И это было правдой. На бульваре Пастер Пуан произвел на комиссара впечатление человека, получившего тяжелейший удар, содрогнувшегося от этого удара, не знающего, выдержит он его или нет, но все-таки еще не опустившего руки. Теперь же он говорил так, будто происходящие события его не касаются, будто судьба его решена раз и навсегда и борьба бесполезна.
– Президент действительно вам перезвонил? – спросил Мегрэ.

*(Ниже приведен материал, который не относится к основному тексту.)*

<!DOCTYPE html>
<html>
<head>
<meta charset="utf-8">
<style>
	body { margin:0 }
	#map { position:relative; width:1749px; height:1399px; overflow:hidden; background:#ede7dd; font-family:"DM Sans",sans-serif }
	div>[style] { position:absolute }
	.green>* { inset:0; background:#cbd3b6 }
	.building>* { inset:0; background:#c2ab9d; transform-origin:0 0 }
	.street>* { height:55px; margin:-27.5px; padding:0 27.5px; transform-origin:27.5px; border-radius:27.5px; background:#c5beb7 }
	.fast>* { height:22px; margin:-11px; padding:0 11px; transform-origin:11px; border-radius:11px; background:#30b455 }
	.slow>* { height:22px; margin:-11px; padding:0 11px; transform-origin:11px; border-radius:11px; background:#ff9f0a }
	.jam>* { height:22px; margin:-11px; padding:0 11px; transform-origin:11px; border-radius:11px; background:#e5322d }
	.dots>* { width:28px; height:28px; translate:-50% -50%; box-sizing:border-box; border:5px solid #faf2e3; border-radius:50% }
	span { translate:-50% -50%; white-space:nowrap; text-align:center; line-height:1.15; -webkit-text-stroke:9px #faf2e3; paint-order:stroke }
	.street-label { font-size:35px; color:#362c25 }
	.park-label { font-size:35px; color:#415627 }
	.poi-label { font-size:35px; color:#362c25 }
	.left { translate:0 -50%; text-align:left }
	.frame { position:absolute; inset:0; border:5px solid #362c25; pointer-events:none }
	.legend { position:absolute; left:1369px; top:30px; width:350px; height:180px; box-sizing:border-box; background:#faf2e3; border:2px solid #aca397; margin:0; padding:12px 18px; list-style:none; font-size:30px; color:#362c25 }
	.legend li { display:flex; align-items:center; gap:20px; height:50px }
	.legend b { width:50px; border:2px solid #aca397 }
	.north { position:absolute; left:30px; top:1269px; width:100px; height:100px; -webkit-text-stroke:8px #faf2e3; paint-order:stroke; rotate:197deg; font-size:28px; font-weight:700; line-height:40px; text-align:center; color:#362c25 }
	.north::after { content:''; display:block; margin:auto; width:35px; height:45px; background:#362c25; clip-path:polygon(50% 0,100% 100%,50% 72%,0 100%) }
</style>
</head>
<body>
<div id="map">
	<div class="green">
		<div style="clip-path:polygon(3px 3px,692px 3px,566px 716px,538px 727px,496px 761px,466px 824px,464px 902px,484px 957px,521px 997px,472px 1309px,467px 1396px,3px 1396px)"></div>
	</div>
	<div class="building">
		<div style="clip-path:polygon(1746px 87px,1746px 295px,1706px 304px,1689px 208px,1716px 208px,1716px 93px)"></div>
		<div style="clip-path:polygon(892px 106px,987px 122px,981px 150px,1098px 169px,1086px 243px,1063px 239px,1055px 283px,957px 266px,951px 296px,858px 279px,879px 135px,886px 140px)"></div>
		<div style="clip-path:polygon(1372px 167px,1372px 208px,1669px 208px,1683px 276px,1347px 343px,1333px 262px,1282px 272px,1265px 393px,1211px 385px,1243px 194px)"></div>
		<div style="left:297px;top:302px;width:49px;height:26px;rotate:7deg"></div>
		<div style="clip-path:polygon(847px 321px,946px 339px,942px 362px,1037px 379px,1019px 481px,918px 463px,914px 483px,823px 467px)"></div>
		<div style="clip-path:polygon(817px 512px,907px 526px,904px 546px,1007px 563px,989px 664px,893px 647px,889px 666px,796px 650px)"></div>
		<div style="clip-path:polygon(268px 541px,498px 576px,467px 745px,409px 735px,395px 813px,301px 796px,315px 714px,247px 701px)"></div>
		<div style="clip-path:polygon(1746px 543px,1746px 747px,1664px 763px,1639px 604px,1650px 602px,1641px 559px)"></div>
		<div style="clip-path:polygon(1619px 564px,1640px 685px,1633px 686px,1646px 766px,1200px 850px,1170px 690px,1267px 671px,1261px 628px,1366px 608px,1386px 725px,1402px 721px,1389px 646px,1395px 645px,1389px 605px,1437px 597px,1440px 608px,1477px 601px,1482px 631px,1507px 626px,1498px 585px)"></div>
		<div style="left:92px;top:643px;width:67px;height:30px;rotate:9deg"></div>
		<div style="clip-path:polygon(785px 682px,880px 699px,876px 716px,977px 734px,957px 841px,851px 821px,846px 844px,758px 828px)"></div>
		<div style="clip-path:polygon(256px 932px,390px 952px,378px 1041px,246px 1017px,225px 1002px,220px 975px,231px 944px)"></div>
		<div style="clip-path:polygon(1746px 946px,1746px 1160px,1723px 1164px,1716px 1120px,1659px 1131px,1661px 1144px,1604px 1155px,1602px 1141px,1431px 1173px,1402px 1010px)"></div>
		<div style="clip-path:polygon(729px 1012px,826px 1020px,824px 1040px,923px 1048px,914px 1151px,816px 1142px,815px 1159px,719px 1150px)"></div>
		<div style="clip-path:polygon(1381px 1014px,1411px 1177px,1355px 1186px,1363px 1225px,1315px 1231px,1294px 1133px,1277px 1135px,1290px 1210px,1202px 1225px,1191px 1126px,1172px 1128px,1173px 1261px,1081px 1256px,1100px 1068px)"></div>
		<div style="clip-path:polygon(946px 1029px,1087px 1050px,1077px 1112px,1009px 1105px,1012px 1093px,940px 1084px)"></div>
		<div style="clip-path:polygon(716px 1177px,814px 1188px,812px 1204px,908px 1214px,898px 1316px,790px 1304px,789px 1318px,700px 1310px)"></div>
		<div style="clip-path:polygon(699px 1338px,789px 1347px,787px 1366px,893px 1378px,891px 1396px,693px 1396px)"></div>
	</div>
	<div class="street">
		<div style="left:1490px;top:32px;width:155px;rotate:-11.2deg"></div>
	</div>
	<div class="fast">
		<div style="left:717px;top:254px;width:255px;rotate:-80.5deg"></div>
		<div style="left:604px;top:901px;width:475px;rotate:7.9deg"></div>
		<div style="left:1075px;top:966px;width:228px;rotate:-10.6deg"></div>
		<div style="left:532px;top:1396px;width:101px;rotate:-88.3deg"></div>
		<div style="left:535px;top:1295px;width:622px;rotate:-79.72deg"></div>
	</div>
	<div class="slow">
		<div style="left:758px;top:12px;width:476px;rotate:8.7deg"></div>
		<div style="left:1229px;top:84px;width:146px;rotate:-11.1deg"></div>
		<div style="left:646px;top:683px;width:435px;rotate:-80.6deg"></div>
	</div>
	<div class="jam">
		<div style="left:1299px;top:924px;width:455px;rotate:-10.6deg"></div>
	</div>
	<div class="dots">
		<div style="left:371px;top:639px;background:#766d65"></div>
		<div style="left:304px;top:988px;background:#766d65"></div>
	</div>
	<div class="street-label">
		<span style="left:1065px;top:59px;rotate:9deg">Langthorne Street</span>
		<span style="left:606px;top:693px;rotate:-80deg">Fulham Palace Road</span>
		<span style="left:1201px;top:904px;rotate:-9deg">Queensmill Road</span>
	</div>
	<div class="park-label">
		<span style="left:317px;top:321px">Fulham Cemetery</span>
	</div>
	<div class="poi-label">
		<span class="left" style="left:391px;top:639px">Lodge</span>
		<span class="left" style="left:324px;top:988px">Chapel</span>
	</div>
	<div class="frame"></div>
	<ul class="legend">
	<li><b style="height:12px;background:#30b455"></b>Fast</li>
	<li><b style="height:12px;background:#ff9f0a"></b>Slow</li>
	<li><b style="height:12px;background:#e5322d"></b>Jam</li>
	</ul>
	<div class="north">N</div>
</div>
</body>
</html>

– Около половины пятого утра. Как видите, не я один не спал прошлой ночью. Он заявил, что моя отставка ничего не решит, что она будет воспринята как признание собственной вины и что мне надо просто сказать правду.
– В том числе правду об отчете Калама? – поинтересовался Мегрэ.
Пуану удалось выдавить некое подобие улыбки.
– Нет. Не совсем. Когда я думал, что разговор окончен, президент вдруг добавил: «Полагаю, у вас спросят, успели ли вы ознакомиться с отчетом». Я ответил: «Я прочитал отчет». – «Я так и понял. Насколько я могу догадываться, это объемный отчет, изобилующий техническими терминами, не обязательно понятными человеку, получившему юридическое образование. Думаю, достаточно будет сказать, что вы лишь поверхностно с ним ознакомились. У вас ведь теперь нет его под рукой, чтобы вы могли освежить в памяти. Говорю это вам лишь для того, друг мой, чтобы уберечь вас от дальнейших, еще более серьезных неприятностей. Если вы заговорите о содержании отчета, начнете называть конкретные имена, какие бы то ни было – это меня не касается, и мне все равно, какие там имена упоминаются – о вас обязательно скажут, что вы бросаетесь необоснованными обвинениями. Понимаете меня?»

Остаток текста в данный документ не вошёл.